Das Welternährungsprogramm (WFP) hat in diesem Jahr bereits mehr als drei Millionen vertriebene und gefährdete Menschen im Sudan erreicht und stockt seine Hilfe auf, um bis Jahresende weitere fünf Millionen Menschen zu erreichen. Das WEP bemüht sich dringend darum, den Zugang zu erweitern und neue humanitäre Korridore zu öffnen - von den Nachbarländern aus und über die Grenzlinien hinweg. Das WFP hat in diesem Jahr über Konvois aus dem Tschad Nahrungsmittel und Nährstofflieferungen für rund eine halbe Million Menschen in der Region Darfur geliefert, und in den kommenden Wochen sind weitere Konvois mit Nahrungsmitteln und Nährstofflieferungen für rund 250.000 Menschen geplant. Das WFP stellt außerdem Hilfsgüter an wichtigen Grenzübergängen und Versorgungsrouten bereit, da mit Beginn der Regenzeit viele Straßen in Darfur und anderen Regionen des Sudan unpassierbar werden.

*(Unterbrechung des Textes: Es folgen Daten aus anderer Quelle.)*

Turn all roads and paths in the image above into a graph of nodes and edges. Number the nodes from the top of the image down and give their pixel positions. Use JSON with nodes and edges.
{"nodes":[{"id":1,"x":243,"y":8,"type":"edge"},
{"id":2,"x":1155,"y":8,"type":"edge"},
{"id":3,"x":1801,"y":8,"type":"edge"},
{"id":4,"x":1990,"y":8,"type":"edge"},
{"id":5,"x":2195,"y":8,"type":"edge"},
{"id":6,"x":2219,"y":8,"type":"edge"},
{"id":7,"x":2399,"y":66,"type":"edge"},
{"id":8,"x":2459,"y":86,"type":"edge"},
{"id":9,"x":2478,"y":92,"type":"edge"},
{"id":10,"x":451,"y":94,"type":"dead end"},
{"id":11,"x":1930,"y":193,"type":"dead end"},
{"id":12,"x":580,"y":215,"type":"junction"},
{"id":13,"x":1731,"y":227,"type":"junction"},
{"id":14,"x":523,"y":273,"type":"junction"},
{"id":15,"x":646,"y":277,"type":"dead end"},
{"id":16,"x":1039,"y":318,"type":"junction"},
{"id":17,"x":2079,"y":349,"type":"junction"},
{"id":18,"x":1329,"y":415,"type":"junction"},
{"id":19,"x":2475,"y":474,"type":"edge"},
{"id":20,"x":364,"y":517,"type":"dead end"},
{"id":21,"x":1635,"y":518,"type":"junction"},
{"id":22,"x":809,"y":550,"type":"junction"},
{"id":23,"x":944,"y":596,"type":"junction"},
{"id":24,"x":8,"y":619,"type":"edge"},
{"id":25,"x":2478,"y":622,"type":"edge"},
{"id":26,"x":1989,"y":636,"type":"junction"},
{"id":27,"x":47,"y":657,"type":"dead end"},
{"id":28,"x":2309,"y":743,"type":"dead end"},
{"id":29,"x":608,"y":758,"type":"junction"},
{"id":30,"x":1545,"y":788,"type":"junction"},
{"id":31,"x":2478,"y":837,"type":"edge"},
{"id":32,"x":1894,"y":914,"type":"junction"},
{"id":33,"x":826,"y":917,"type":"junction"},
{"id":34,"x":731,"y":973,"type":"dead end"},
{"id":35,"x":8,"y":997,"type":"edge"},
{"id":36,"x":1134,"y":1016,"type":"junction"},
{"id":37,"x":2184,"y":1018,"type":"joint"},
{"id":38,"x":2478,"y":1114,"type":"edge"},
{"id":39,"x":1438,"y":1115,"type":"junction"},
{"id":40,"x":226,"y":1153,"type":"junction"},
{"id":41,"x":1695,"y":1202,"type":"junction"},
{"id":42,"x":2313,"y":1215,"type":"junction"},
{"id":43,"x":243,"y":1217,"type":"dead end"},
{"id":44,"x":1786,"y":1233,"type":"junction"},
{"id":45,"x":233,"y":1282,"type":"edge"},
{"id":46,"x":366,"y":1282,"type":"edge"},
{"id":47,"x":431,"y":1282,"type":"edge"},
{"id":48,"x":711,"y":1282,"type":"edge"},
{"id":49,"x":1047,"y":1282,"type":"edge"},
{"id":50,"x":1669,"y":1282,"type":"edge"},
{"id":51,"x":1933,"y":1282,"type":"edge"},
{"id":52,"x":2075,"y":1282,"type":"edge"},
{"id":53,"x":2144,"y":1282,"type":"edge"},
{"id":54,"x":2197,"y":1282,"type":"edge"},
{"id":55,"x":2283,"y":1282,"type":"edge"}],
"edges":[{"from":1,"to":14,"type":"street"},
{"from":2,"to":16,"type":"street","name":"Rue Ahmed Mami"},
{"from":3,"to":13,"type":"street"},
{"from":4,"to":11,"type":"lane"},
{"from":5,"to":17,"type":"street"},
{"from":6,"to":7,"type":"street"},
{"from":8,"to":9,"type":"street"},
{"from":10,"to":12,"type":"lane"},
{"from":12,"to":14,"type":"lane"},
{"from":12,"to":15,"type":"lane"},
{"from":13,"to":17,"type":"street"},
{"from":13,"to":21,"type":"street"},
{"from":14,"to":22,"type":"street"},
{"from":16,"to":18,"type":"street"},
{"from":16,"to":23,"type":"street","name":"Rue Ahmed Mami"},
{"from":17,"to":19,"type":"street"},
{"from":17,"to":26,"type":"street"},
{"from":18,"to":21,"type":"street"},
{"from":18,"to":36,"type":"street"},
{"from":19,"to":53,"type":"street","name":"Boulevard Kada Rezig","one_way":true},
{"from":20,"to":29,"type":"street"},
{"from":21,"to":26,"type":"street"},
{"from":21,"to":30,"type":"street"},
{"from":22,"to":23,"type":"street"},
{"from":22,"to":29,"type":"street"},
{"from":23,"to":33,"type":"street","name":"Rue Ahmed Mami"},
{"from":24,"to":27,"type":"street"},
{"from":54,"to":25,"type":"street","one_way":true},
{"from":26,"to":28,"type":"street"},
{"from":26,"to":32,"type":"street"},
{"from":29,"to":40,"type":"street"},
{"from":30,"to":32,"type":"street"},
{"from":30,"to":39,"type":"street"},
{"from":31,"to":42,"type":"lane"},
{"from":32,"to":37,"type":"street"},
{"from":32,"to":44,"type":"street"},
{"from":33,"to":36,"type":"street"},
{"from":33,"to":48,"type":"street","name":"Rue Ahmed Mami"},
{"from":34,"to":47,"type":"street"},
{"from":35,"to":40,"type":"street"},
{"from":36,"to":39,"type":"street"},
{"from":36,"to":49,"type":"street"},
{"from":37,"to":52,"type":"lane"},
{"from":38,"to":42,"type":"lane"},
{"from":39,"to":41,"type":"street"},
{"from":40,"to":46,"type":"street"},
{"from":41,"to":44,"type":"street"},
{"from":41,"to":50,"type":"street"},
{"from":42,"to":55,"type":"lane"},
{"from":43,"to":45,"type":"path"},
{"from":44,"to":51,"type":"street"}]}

Nachdem die FAO in der ersten Jahreshälfte 3,8 Millionen Menschen durch die Verteilung von Saatgut für den Winter und durch Impfungen erreicht hat, bereitet sie sich nun darauf vor, mehr als 1,8 Millionen bäuerliche und pastorale Haushalte im Sudan, d. h. 9 Millionen Menschen, bei der Wiederaufnahme ihrer Lebensunterhaltsaktivitäten und der lokalen Nahrungsmittelerzeugung zu unterstützen. Die FAO hat fast 8.000 Tonnen Getreidesaatgut (Sorghum und Hirse) gekauft und wird über 870.000 bäuerliche Haushalte im gesamten Sudan erreichen, auch in Darfur und Kordofan, wo die Ernährungsunsicherheit ein katastrophales Ausmaß erreicht hat. Die Erfahrung der FAO zeigt, dass die Landwirte selbst in Konfliktsituationen Nahrungsmittel produzieren, wenn sie Zugang zu Land und Betriebsmitteln haben.

Seit Beginn des Konflikts im April 2023 hat UNICEF fast 5,5 Millionen Kinder mit Ernährungsscreenings und mehr als 322.000 Kinder, die an schwerer akuter Mangelernährung leiden, mit lebensrettender Behandlung erreicht. UNICEF verstärkt die sektorübergreifenden Maßnahmen an der Seite der humanitären Partner, um weitere Todesfälle bei Kindern zu verhindern, und hat in den ersten fünf Monaten dieses Jahres mehr als 5 Millionen Menschen Zugang zu sauberem Wasser verschafft und über eine halbe Million Kinder gegen Masern geimpft. UNICEF sorgt auch dafür, dass Kinder wieder lernen, stellt Bargeld für über 350.000 schwangere und stillende Frauen und ihre Familien bereit und unternimmt alle Anstrengungen, um Kinder vor Gewalt, Trennung und Traumata zu schützen.